### Exercise aim
Look through the data below and return each line where "ring" appears.

[Bounding box coordinate data]
☆ ☆ ☆ ☆ ☆ ☆ ☆

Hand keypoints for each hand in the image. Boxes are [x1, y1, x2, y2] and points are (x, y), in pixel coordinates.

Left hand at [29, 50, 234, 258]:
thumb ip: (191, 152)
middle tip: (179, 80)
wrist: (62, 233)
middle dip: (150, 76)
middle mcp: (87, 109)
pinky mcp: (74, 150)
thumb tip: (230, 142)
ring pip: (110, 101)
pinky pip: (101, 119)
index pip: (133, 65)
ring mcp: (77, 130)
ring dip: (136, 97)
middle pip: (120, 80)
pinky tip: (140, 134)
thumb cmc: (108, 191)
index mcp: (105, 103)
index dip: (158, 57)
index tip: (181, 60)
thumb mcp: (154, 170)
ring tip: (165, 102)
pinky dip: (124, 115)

☆ ☆ ☆ ☆ ☆ ☆ ☆

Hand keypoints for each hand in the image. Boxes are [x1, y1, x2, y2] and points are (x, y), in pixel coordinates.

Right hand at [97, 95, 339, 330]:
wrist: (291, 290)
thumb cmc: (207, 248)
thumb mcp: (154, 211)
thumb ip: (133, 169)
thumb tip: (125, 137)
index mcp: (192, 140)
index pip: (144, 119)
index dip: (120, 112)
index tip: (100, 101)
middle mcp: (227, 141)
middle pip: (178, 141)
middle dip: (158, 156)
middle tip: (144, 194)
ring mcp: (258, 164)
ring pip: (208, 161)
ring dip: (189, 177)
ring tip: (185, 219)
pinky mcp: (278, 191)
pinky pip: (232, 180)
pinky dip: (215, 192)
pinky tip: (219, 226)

☆ ☆ ☆ ☆ ☆ ☆ ☆

### Output for this exercise
ring pip: (110, 101)
ring mcp: (77, 130)
ring dip: (136, 97)
ring tip: (165, 102)
ring mcp: (258, 164)
ring pip: (208, 161)
ring dip: (189, 177)
ring tip: (185, 219)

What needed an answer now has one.